Is this a terrifying thing? A terrible situation? Not at all! It is the path one must follow, because there is no other! It is necessary to resign oneself to it as Jesus did when he resolutely took the road to Jerusalem to undergo his Passion. The path is marked out, the Teacher has already travelled it: it remains for us to follow him, if we want to share in his glory. "Was there not a necessity for the Christ thus to suffer, and then enter into His glory?" (Lk. 24:26) For we must not forget: contradiction is something that must be passed through, it is a place of transition which is obligatory, but transitory! Through the Cross, Jesus opens Heaven to us: by uniting ourselves to his Cross, we also go to Heaven!
" «I have a baptism to be baptized with; and how I am constrained until it is accomplished!» "
Jesus speaks to us here of his baptism on the Cross: he ardently wants to be baptized in his Blood in order to render glory to God by giving satisfaction for our sins. Truly, Jesus wants this baptism! Didn't Jesus say to his disciples, on the evening of Holy Thursday: "I have earnestly desired to eat this passover with you before I suffer." (Lk. 22:15) Now, that Passover was the last of his life, it was the meal during the course of which he instituted the sacrament of his Sacrifice! Therefore, when Jesus earnestly wants to eat the Passover, he is thinking first and foremost of the sacrament of his Body and Blood: for Jesus, to eat the Passover is to consummate his sacrifice even before it is achieved.

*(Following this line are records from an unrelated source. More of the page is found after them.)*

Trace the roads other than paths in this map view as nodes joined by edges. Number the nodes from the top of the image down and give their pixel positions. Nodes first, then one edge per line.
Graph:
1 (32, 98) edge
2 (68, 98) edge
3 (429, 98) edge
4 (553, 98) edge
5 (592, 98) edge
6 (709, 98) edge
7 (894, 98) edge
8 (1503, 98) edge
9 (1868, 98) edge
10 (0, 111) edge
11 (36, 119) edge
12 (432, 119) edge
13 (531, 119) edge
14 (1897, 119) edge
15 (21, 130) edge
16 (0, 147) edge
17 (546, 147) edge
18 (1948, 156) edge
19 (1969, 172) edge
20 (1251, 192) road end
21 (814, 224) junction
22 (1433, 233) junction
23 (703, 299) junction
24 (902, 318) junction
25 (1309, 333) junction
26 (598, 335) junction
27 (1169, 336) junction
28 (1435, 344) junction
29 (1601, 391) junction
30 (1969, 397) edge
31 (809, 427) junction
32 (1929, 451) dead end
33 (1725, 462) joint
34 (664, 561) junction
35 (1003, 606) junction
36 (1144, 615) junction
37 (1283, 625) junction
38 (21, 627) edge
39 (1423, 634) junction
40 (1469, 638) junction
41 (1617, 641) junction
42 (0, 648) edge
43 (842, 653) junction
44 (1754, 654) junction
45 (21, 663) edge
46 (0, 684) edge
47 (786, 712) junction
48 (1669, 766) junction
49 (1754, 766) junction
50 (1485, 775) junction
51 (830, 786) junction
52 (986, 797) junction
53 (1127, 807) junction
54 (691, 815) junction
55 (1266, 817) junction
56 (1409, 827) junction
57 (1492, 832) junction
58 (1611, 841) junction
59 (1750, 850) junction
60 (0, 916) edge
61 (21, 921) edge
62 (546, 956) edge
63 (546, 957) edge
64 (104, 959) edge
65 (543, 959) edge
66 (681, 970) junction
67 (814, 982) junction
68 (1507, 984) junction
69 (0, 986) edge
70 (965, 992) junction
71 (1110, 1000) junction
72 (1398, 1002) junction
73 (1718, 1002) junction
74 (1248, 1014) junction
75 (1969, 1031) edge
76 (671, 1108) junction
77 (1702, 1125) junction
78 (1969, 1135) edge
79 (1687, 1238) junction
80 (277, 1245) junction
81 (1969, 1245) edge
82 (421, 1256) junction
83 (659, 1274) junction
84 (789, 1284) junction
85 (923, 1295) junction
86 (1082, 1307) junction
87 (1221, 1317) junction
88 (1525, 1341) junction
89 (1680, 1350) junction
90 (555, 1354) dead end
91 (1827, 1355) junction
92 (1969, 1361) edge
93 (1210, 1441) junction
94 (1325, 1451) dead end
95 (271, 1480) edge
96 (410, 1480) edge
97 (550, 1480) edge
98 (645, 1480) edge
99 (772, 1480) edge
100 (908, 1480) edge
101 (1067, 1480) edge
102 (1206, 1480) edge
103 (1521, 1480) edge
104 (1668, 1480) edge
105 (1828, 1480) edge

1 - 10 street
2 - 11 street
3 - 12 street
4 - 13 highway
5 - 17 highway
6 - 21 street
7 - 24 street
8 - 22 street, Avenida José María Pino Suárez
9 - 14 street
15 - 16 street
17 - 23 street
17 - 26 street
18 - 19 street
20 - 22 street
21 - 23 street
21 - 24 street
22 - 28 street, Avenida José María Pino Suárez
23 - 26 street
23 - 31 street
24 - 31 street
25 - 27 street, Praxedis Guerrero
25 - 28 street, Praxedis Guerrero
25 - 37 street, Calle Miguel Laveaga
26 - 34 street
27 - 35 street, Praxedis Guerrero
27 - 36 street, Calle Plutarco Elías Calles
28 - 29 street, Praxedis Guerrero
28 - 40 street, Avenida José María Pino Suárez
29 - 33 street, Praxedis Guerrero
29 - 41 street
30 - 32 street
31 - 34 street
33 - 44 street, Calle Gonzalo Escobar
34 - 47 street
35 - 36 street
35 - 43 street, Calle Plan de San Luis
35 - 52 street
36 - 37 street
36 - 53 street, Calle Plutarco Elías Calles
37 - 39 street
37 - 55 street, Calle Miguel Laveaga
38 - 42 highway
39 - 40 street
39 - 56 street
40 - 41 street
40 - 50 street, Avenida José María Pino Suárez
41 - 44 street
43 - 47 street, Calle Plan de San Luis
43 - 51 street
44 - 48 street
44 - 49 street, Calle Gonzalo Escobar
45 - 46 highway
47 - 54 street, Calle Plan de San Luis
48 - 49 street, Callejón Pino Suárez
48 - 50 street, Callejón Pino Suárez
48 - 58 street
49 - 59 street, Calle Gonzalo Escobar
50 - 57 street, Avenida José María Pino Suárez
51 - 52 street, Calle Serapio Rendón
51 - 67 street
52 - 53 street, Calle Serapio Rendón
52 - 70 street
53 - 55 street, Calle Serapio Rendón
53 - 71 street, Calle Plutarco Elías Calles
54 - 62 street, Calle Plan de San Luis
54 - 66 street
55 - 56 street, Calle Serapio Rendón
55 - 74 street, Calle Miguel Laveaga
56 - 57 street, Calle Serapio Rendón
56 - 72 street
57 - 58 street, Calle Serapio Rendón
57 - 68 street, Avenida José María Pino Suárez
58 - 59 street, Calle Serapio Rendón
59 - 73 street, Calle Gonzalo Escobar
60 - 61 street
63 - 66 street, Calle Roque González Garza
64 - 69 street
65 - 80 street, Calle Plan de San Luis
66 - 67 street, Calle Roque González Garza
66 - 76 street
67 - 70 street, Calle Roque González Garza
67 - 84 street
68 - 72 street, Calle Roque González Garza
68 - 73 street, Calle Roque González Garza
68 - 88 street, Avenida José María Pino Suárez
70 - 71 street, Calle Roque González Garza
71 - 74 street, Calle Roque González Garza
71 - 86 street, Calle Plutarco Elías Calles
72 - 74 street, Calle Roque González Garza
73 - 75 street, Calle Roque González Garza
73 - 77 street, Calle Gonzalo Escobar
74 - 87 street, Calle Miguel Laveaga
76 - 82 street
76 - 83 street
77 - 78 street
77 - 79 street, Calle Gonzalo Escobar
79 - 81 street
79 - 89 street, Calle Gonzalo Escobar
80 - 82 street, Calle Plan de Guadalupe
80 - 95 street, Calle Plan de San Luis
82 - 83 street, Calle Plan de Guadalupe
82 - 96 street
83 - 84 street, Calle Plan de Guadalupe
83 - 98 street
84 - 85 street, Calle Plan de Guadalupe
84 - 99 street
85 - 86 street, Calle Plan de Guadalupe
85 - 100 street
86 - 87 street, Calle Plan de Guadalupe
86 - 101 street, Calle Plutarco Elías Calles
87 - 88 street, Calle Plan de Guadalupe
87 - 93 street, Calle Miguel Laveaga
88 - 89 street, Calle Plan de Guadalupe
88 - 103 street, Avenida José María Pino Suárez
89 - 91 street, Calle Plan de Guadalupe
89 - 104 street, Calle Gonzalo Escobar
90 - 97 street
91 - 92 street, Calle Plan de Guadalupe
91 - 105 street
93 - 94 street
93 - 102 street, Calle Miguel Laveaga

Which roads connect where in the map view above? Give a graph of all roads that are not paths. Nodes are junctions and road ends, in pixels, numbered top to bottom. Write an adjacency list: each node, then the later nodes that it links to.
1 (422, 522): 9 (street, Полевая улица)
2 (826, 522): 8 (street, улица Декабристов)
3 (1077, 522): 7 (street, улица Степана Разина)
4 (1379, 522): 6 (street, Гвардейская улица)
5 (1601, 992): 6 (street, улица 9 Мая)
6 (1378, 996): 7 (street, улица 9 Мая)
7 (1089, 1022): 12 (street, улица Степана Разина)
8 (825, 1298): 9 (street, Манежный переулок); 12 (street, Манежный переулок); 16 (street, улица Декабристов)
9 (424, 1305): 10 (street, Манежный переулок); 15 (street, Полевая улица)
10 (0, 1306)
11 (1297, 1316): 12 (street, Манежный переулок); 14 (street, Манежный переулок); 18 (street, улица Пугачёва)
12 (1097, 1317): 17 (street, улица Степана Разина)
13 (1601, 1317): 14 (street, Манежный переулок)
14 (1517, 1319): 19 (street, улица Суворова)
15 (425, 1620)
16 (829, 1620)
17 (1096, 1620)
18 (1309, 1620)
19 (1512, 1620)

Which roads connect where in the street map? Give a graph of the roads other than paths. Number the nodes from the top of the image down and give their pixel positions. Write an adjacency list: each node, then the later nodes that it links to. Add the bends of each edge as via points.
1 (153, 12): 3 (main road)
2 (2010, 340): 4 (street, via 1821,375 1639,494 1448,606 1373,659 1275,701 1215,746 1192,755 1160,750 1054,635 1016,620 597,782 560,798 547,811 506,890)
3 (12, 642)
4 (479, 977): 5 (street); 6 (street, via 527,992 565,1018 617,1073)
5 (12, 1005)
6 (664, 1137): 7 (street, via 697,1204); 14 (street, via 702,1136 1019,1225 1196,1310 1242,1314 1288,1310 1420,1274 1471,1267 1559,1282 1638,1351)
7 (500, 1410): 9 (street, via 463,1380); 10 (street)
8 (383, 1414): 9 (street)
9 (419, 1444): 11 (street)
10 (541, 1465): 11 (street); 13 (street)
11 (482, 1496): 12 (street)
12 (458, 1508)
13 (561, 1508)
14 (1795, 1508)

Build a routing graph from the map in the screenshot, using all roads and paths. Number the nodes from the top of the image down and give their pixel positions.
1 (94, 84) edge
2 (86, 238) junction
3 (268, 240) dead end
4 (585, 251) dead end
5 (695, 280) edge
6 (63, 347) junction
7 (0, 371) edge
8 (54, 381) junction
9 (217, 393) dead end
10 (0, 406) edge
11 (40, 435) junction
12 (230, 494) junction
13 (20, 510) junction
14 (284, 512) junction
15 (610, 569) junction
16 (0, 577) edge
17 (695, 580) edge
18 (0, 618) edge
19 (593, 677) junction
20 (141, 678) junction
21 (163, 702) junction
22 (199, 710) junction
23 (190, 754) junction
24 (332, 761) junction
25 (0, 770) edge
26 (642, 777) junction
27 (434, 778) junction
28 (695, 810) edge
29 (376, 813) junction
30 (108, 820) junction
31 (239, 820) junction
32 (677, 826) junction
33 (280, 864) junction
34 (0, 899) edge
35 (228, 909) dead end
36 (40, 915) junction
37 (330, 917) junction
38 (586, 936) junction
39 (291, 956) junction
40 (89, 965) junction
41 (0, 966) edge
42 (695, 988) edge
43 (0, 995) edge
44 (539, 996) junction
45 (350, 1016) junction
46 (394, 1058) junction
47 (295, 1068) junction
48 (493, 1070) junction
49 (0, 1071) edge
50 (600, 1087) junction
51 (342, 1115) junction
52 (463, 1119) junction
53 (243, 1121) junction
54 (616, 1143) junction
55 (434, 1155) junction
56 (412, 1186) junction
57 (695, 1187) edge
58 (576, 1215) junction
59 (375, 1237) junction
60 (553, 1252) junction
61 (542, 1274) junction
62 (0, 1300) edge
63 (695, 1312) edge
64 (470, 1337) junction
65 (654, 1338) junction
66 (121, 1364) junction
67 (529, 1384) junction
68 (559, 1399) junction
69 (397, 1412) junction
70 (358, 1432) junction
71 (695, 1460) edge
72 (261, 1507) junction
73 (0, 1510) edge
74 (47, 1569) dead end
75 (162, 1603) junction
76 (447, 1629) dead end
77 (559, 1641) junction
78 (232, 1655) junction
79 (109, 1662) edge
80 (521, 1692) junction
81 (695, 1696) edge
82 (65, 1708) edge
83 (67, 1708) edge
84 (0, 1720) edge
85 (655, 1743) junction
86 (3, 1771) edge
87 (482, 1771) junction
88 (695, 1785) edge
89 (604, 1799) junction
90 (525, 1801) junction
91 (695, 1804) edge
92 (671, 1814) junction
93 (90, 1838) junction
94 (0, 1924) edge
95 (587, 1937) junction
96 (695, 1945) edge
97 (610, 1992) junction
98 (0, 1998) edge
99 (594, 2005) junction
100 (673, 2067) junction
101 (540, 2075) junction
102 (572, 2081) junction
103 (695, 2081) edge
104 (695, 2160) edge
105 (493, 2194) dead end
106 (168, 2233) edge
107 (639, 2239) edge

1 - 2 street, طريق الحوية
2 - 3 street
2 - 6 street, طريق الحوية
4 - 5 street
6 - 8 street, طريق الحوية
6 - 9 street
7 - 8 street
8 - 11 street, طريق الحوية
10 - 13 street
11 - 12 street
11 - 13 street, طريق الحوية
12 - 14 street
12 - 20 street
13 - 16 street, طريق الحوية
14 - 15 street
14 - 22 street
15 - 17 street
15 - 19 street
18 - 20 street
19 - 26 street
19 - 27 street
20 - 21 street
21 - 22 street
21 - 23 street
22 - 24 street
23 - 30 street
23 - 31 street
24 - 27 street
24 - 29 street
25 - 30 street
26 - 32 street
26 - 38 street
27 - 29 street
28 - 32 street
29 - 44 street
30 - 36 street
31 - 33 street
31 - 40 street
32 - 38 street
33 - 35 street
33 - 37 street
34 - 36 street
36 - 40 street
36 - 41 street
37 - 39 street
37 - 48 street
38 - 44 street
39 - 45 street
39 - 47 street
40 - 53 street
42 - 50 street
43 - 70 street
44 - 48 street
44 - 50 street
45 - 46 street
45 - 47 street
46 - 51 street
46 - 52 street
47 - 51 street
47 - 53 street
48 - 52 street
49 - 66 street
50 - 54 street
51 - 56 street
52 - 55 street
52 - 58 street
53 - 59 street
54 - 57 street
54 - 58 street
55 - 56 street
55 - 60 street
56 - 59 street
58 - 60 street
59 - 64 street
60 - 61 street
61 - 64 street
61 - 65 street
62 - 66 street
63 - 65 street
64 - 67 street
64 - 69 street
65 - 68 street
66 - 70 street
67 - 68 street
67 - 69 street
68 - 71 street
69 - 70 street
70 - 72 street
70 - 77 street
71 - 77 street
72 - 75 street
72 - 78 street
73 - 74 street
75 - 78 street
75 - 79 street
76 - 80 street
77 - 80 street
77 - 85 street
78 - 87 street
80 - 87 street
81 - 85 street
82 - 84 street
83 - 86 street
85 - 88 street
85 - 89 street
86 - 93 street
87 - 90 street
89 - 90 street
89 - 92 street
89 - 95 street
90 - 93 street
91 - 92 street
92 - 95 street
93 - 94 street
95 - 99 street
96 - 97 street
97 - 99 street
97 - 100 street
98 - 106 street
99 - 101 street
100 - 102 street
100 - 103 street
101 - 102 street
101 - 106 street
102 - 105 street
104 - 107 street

The baptism of Jesus on the Cross is the model for our own baptism, a baptism that, like the baptism of Jesus, leads to life: "We were buried therefore with him by baptism into death, so that as Christ was raised from the dead by the glory of the Father, we too might walk in newness of life." (Rm. 6:4) If therefore we must undergo our share of contradiction, we must endeavor, with God's grace, to turn our eyes toward Heaven: if contradiction reaches us, let us think that Heaven is waiting for us and that our meeting with the Lord is coming soon! Contradiction lasts only for a moment, but Heaven is eternal!
" «Do you think that I have come to give peace on earth? No, I tell you, but rather division.» "
Jesus told us he didn't come to earth in order to bring peace. But let us be clear about this: Jesus didn't come to bring peace as the world conceives of it. For Jesus did indeed come to bring peace, but his own peace: "Peace I leave with you; my peace I give to you; not as the world gives do I give to you." (John 14:27) The peace which Jesus brings is a relative peace. That means that the peace of Jesus is a peace in which the soul is sufficiently calm in order to cooperate with the Work of God, but without contradictions being completely absent from this life. The peace of Jesus is located at the proper midpoint between tranquillity and contradiction, the latter being sufficiently dominated in order that the soul can live peacefully.
In a short time, in the course of this eucharistic celebration, the priest, in the name of all the assembly, will speak these words of Jesus: "Peace I leave with you; my peace I give to you..." This will take place just before communion. Let us ask Mary that these words be achieved in all their fullness, for the greater glory of God!